EgoVis Distinguished Paper Award
Alongside the main CVPR conference, the 3rd Joint Egocentric Vision (EgoVis) Workshop was held with the aim of addressing key research challenges in the field of egocentric vision. Egocentric devices such as wearable cameras, smart glasses, and AR/VR headsets are becoming increasingly capable of understanding their users through built-in cameras and sensors. Powered by advances in artificial intelligence, these devices can recognize actions, track eye and hand movements, and interpret a user’s surroundings, enabling new applications in healthcare, education, gaming, robotics, and assistive technology. Until recently, progress in this field was slowed by a lack of large, high-quality datasets. The release of public datasets such as HoloAssist, Ego4D, Ego-Exo4D, and EPIC-KITCHENS is helping researchers develop and evaluate AI systems that can better understand the world from a first-person perspective. 

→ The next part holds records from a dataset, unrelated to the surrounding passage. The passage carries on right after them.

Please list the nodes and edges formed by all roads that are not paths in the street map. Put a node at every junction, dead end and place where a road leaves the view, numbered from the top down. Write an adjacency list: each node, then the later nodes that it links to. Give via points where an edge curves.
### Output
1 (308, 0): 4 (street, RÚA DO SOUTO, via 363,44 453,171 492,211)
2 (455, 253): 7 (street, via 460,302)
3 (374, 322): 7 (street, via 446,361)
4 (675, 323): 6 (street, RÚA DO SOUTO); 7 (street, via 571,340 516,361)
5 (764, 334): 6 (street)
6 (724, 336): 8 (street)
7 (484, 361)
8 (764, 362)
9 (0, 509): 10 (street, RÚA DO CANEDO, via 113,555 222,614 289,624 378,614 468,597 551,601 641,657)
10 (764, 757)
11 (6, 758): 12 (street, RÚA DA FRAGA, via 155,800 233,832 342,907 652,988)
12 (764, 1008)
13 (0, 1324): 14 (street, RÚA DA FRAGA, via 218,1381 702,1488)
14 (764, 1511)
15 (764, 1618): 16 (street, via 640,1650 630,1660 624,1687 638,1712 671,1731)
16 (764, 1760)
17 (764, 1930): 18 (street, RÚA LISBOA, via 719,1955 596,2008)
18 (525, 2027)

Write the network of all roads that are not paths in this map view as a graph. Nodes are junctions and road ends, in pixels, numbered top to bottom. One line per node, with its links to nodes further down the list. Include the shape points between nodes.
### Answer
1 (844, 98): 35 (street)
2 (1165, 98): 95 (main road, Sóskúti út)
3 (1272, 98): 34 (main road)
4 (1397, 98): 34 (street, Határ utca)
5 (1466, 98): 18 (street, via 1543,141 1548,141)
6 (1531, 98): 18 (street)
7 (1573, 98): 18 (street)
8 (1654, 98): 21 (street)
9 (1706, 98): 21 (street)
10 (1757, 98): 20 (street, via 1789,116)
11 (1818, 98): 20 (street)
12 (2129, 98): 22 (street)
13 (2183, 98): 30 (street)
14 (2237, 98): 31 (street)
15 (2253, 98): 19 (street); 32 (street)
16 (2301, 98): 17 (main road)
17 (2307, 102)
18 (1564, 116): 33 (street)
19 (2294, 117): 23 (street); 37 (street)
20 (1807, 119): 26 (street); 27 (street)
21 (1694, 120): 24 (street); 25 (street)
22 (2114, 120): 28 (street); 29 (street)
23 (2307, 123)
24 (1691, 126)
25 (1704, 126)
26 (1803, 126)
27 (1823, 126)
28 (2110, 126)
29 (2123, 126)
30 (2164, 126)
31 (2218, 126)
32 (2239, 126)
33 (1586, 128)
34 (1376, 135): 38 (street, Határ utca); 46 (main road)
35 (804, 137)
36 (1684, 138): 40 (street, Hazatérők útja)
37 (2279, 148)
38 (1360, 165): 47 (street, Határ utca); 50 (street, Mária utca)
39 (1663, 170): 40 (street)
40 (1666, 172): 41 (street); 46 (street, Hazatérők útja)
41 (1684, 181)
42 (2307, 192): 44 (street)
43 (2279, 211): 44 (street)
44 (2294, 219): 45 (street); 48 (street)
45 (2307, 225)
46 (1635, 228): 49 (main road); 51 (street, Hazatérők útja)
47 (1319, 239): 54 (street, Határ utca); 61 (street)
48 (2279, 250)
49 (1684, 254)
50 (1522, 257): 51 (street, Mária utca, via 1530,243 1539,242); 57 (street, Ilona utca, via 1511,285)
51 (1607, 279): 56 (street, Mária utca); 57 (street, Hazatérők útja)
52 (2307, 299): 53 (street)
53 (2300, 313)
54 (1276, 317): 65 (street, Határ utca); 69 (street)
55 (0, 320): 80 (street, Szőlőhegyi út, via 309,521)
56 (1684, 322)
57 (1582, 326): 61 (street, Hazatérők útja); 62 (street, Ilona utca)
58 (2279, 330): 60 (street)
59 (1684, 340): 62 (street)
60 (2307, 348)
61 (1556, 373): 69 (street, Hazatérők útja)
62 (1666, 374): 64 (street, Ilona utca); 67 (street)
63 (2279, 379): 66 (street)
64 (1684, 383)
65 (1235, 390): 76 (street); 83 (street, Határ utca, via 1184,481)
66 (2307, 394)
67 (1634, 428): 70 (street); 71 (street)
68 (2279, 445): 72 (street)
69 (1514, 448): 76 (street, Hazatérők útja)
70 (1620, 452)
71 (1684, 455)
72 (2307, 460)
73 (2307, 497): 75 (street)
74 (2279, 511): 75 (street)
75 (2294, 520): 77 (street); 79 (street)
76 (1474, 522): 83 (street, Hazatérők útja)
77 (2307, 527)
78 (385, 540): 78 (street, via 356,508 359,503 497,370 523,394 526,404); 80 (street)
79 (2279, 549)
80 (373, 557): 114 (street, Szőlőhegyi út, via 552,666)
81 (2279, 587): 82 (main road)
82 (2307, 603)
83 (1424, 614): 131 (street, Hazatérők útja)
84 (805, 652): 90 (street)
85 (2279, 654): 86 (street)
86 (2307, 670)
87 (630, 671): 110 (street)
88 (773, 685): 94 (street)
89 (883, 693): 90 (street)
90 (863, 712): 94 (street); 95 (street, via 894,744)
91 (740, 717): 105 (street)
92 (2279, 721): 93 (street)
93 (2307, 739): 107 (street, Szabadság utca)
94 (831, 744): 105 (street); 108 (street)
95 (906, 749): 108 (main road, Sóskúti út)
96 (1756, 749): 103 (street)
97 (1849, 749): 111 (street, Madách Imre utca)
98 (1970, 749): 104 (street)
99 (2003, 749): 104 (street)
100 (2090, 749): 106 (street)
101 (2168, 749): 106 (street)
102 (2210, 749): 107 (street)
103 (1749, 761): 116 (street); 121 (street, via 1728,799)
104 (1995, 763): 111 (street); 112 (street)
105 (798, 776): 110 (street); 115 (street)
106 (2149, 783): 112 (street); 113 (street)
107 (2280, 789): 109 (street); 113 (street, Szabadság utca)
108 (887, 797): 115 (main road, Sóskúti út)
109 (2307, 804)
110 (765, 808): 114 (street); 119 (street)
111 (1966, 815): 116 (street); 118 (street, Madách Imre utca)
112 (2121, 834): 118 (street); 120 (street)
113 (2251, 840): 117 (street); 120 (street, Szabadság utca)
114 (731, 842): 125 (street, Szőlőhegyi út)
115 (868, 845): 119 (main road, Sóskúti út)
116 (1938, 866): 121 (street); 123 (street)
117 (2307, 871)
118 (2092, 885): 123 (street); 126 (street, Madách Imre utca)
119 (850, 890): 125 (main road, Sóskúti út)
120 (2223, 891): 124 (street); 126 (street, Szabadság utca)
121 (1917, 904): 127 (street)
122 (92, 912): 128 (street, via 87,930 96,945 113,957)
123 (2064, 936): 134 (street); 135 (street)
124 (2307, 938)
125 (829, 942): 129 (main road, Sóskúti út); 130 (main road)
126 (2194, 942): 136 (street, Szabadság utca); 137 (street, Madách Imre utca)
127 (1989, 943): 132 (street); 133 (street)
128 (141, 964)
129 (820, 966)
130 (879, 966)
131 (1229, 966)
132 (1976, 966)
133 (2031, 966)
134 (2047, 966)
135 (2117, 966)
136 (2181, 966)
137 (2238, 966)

According to Prof. CV Jawahar who delivered a key note address at the EgoVis workshop, one of the key highlights of attending the CVPR conference was seeing the CVPR 2024 paper titled, “Ego-Exo4D: Understanding Skilled Human Activity from First- and Third-Person Perspectives receive the EgoVis 2024-25 Distinguished Paper Award. The paper presented a large public dataset, Ego-Exo4D to help computers better understand how people perform real-world skills. It contains more than 1,200 hours of video of people doing activities like sports, music, dance, and bike repair. Each activity is recorded from two angles at the same time: a first-person view (like wearing a camera) and an outside view. The dataset also includes much more than video such as sound, eye movement tracking, 3D spatial data, body motion sensors, and detailed written descriptions, including expert feedback from coaches and teachers. Researchers are using this resource to test AI systems on tasks like recognizing actions, judging skill level, and understanding human movement in 3D. The entire dataset is freely available to support further research.

The Right Optics
Taken together, the set of papers presented by the IIIT-H at CVPR 2006 reflects a research program that has already been confidently engaging with some of the field’s most challenging problems, ranging from representation learning and recognition to explorations in vision under real-world constraints. Aside from the unique experiences of sitting through talks and seminars by some Vision GOATs, the conference also afforded an opportunity for the CVIT researchers – most of them undergrad or Masters students – to network at the prestigious event. Speaking about his student, Vaibhav Agrawal who has now enrolled into a PhD program at Max-Planck Saarbrucken, Germany, Prof. Ravi Kiran mentions, “Someone at the conference said that at any other place, he would be mid-way through PhD. This is a testament to the environment at IIIT-H’s Center for Visual Information Technology!”